Quand on regarde l’histoire sérieusement, sans a priori, on discerne très nettement des phases d’avancée et des phases de régression (mot que j’utilise sans connotation péjorative) de la mondialisation. On voit des phases de recul prononcé et prolongé, accompagnées à chaque fois des mêmes phénomènes : ralentissement de la croissance du commerce mondial, retour des frontières, contestation des élites, montée de ce qu’on appelle le « populisme », entendu comme les politiques qui refusent la logique du marché (un des rares points communs des diverses formes de populismes).
De cette observation, j’ai tiré l’hypothèse que, si la mondialisation n’est pas inéluctable, c’est que son déterminant principal n’est pas, comme que je le pensais auparavant, la technologie. Je pensais que les échanges entre les peuples, échanges transfrontaliers d’argent, de biens, de services et de personnes, étaient déterminés principalement par la possibilité que nous avions de voyager, de communiquer et d’expédier des produits par-delà les mers. L’invention des conteneurs, par exemple, a entraîné une augmentation des échanges et le premier câble transatlantique (1865) s’inscrivait dans une évolution des technologies de communication qui nous mènerait jusqu’à Internet. Tout cela formait une sorte de continuum qui, pensais-je, déterminait notre comportement. C’est complètement faux ! Les phases de démondialisation interviennent malgré la technologie, ce qui semble montrer que le déterminant principal n’est pas la technologie.
Suivons cette hypothèse : le déterminant est d’une autre nature.
Quand on regarde sans a priori, on se rend compte que la seule hypothèse solide (je croise ici les pas de Jean-Michel Quatrepoint) est que le déterminant principal de l’ouverture et de la mondialisation est le degré de tolérance des sociétés. Degré qui change, et dans des proportions considérables.

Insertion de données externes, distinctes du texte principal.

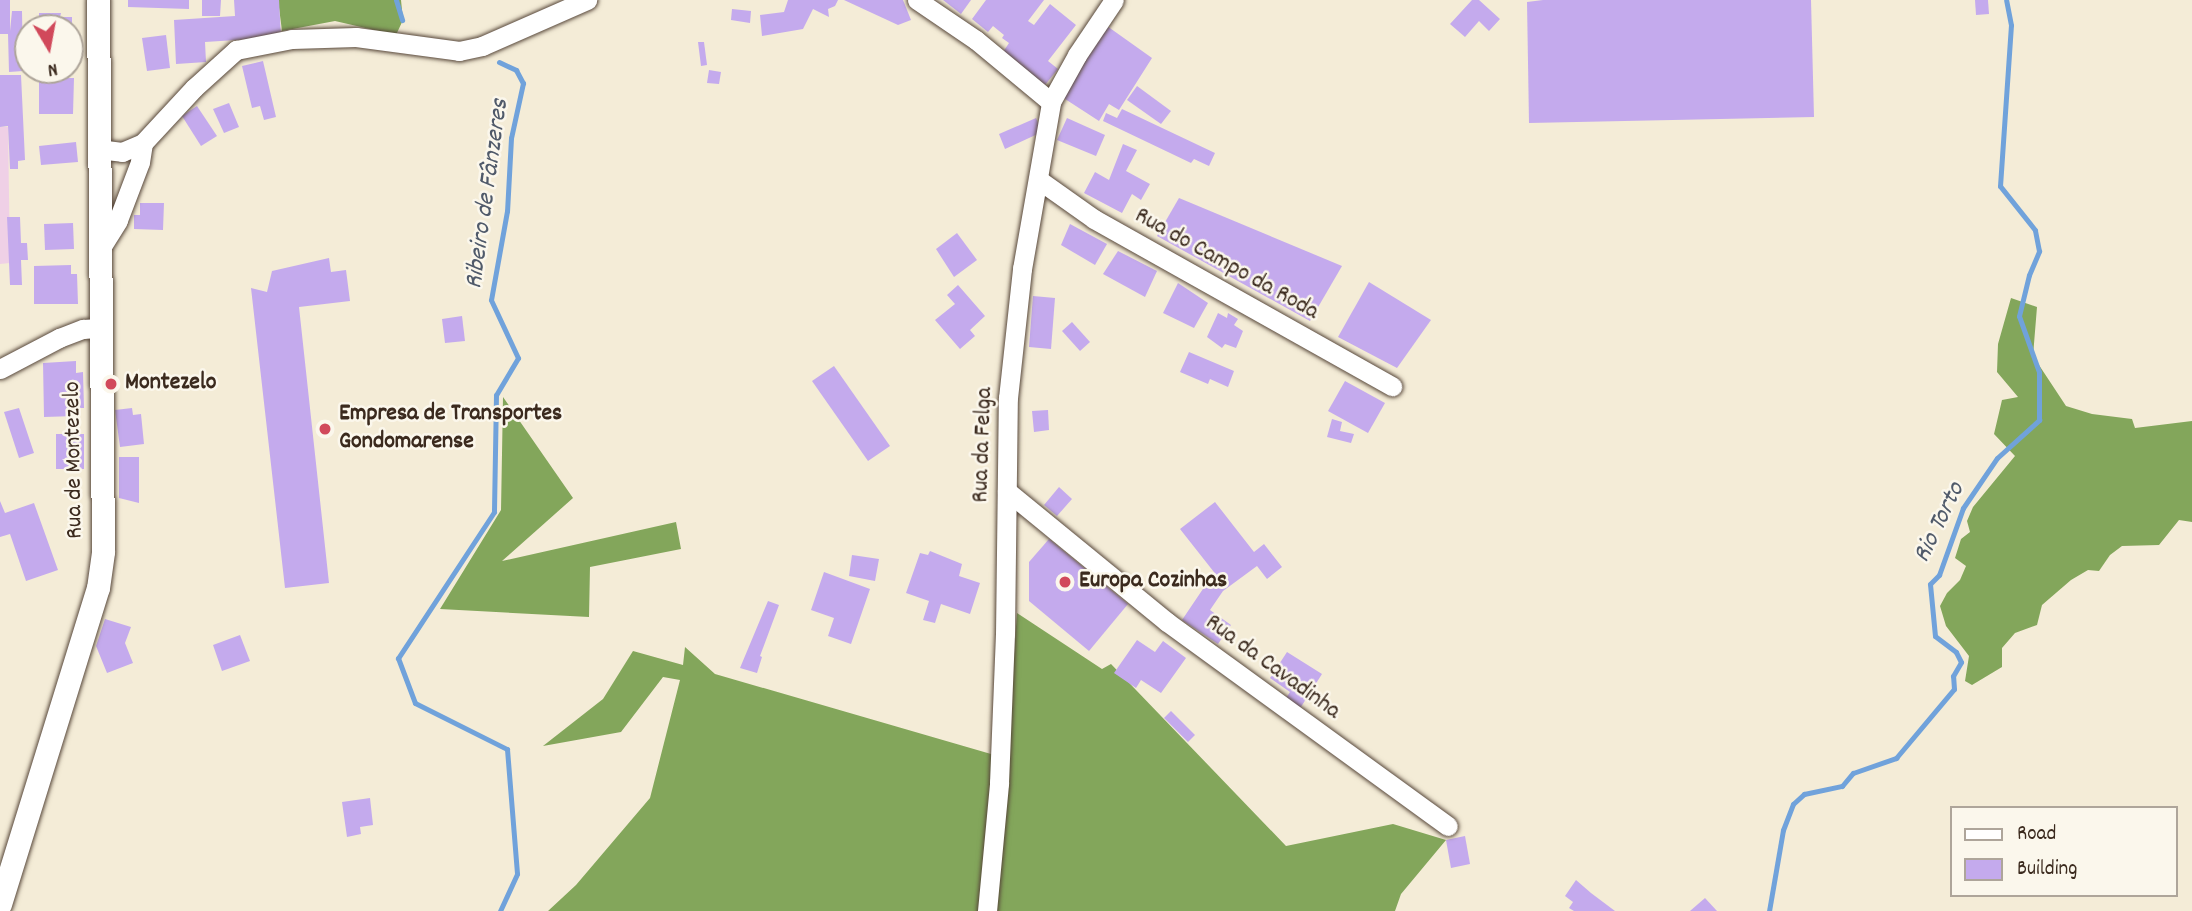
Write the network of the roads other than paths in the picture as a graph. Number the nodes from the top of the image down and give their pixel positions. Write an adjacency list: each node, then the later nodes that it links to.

De cette hypothèse, on peut inférer que, contrairement à ce que Pascal Lamy a cru (si l’on suit les propos d’Hubert Védrine) et ce que j’ai cru moi-même il y a une quinzaine d’années, ce n’est pas l’économie qui imprime son rythme à la marche des choses, c’est au contraire la politique. C’est la vie des sociétés qui détermine l’économie et l’économie obéit à la société comme l’esclave au maître.
C’est ce que je vais m’employer à vous montrer.

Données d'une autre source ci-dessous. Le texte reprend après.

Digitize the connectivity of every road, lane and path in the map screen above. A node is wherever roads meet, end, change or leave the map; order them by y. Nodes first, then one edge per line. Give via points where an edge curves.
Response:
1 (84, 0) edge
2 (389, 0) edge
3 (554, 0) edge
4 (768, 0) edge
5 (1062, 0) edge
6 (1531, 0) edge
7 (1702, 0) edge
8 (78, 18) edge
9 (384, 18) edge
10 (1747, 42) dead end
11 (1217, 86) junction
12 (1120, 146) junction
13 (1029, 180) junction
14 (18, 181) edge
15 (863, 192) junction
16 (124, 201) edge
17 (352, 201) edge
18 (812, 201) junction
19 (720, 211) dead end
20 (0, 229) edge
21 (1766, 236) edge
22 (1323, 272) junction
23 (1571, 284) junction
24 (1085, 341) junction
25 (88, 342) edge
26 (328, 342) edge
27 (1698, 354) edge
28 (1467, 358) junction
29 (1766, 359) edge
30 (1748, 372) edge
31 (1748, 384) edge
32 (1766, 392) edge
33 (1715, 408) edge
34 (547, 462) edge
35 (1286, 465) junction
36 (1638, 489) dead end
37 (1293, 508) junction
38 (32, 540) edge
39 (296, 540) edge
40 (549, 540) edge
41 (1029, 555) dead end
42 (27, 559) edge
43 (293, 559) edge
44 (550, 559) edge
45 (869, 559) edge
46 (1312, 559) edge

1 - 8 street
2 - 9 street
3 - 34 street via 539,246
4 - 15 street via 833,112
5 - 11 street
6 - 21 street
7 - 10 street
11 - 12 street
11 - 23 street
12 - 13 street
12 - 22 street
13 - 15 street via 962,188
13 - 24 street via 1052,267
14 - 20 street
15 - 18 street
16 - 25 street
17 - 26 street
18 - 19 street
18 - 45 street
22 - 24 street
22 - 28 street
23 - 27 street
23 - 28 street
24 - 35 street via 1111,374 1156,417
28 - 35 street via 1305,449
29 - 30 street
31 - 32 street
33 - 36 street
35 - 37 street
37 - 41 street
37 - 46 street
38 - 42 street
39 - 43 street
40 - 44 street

Poursuivons un peu plus loin l’observation de l’histoire. On voit qu’elle est ponctuée de cycles relativement longs où les phases d’ouverture et de mondialisation alternent avec des phases de fermeture. Ces phases, mystérieusement, ont une durée relativement constante : trente, quarante, quarante-cinq ans. La totalité du cycle, de l’ouverture à la fermeture, couvre quatre-vingts ans, à peu près la durée de la vie humaine, comme si nous étions collectivement toujours emportés sur le même orbe idéologique qui nous faisait passer d’un excès à l’autre : Une phase libérale naît dans la société, avec le désir de liberté qui, sous toutes ses formes, se développe, s’amplifie. Elle est d’ailleurs, curieusement, parfaitement synchrone au plan mondial (tous les pays passent par le même cycle au même moment) et elle est, toujours, ponctuée par un krach. En effet, la phase libérale se traduit toujours par des déréglementations et une croissance débridée de l’endettement et le krach n’est jamais que l’expression d’une réalité malmenée, généralement par la spéculation. Derrière ce krach s’ouvre en général, si on suit l’histoire, une longue période de fermeture progressive. Jean-Pierre Chevènement évoquait celle de 1873-1896, qui avait suivi le krach de 1873, où une longue phase de protectionnisme avait été l’une des façons de régler la crise. Contrairement à ce qu’on dit un peu rapidement, le protectionnisme ne crée pas la crise, ce n’est pas lui qui a créé la crise des années trente, il était au contraire une réponse à cette crise qui provenait de la phase libérale qui avait précédé.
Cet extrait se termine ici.